Below are records that contain pictures; transcribe the text exactly and omit the pictures.
******
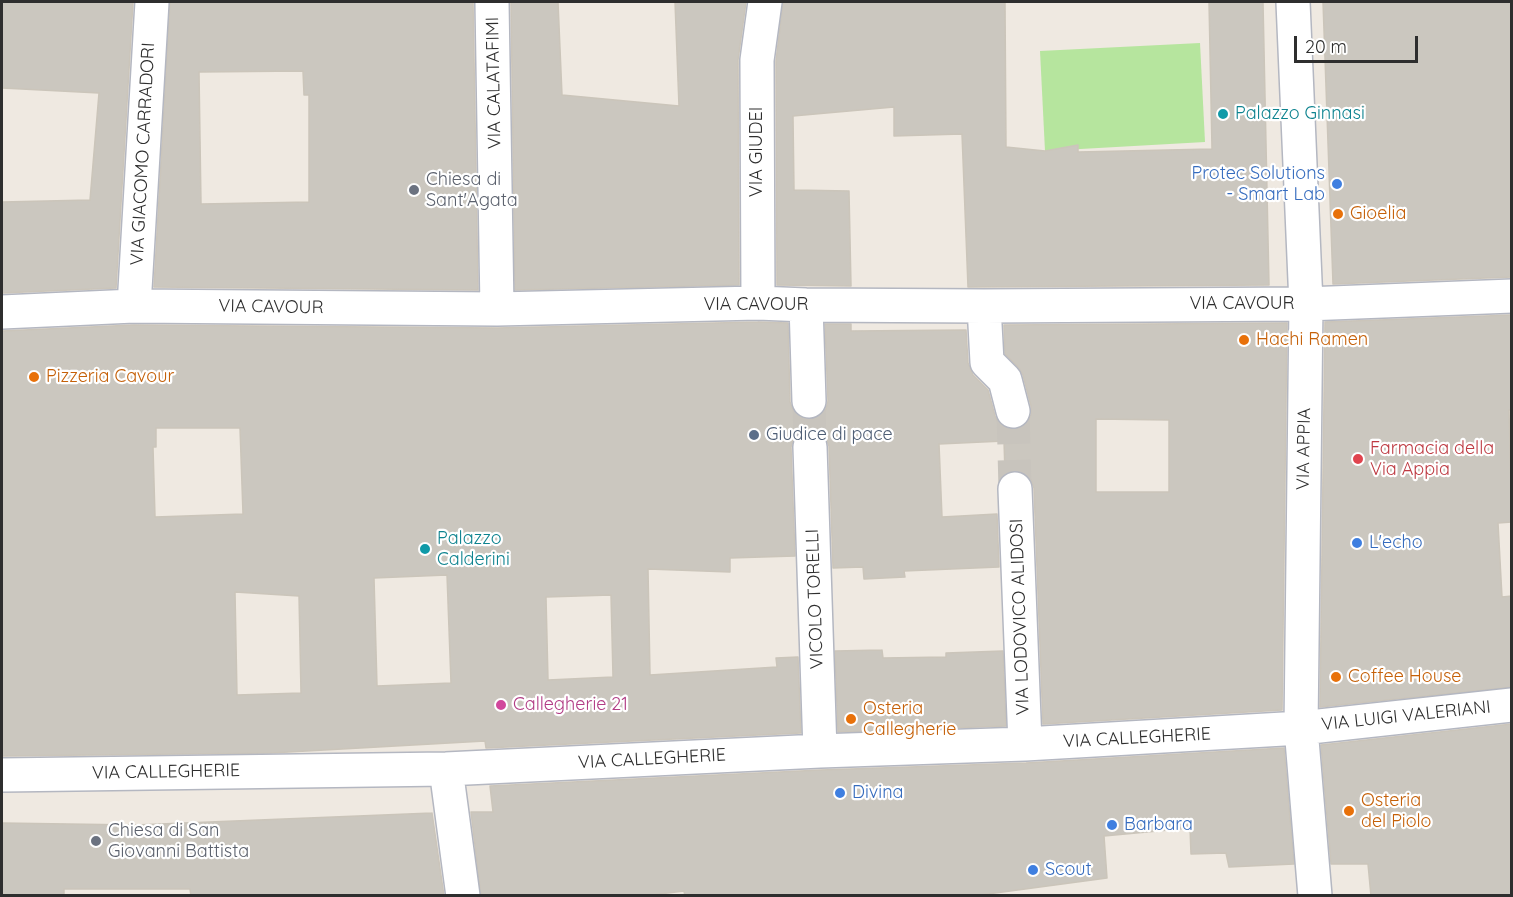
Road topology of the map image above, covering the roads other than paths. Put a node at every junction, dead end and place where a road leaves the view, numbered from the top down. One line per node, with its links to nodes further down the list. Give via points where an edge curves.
1 (152, 2): 9 (street, VIA GIACOMO CARRADORI)
2 (492, 2): 11 (street, VIA CALATAFIMI)
3 (765, 2): 6 (street, VIA GIUDEI, via 757,60)
4 (1293, 2): 7 (street, VIA APPIA)
5 (1512, 296): 7 (street, VIA CAVOUR)
6 (758, 303): 8 (street, VIA CAVOUR); 11 (street, VIA CAVOUR)
7 (1306, 304): 10 (street, VIA CAVOUR); 18 (street, VIA APPIA)
8 (806, 305): 10 (street, VIA CAVOUR); 13 (street)
9 (134, 306): 11 (street, VIA CAVOUR); 12 (street, VIA CAVOUR)
10 (984, 306): 14 (street, via 987,362 1005,380)
11 (497, 309)
12 (2, 312)
13 (809, 401)
14 (1014, 411)
15 (810, 447): 20 (street, VICOLO TORELLI)
16 (1015, 489): 19 (street, VIA LODOVICO ALIDOSI)
17 (1512, 705): 18 (street, VIA LUIGI VALERIANI)
18 (1301, 728): 19 (street, VIA CALLEGHERIE); 24 (street, VIA APPIA)
19 (1025, 744): 20 (street, VIA CALLEGHERIE)
20 (820, 751): 21 (street, VIA CALLEGHERIE)
21 (446, 769): 22 (street, VIA CALLEGHERIE); 23 (street)
22 (2, 775)
23 (463, 896)
24 (1315, 896)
******
* **Exercise solution**:
Road topology of the map image above, covering the roads other than paths. Put a node at every junction, dead end and place where a road leaves the view, numbered from the top down. One line per node, with its links to nodes further down the list. Give via points where an edge curves.
1 (152, 2): 9 (street, VIA GIACOMO CARRADORI)
2 (492, 2): 11 (street, VIA CALATAFIMI)
3 (765, 2): 6 (street, VIA GIUDEI, via 757,60)
4 (1293, 2): 7 (street, VIA APPIA)
5 (1512, 296): 7 (street, VIA CAVOUR)
6 (758, 303): 8 (street, VIA CAVOUR); 11 (street, VIA CAVOUR)
7 (1306, 304): 10 (street, VIA CAVOUR); 18 (street, VIA APPIA)
8 (806, 305): 10 (street, VIA CAVOUR); 13 (street)
9 (134, 306): 11 (street, VIA CAVOUR); 12 (street, VIA CAVOUR)
10 (984, 306): 14 (street, via 987,362 1005,380)
11 (497, 309)
12 (2, 312)
13 (809, 401)
14 (1014, 411)
15 (810, 447): 20 (street, VICOLO TORELLI)
16 (1015, 489): 19 (street, VIA LODOVICO ALIDOSI)
17 (1512, 705): 18 (street, VIA LUIGI VALERIANI)
18 (1301, 728): 19 (street, VIA CALLEGHERIE); 24 (street, VIA APPIA)
19 (1025, 744): 20 (street, VIA CALLEGHERIE)
20 (820, 751): 21 (street, VIA CALLEGHERIE)
21 (446, 769): 22 (street, VIA CALLEGHERIE); 23 (street)
22 (2, 775)
23 (463, 896)
24 (1315, 896)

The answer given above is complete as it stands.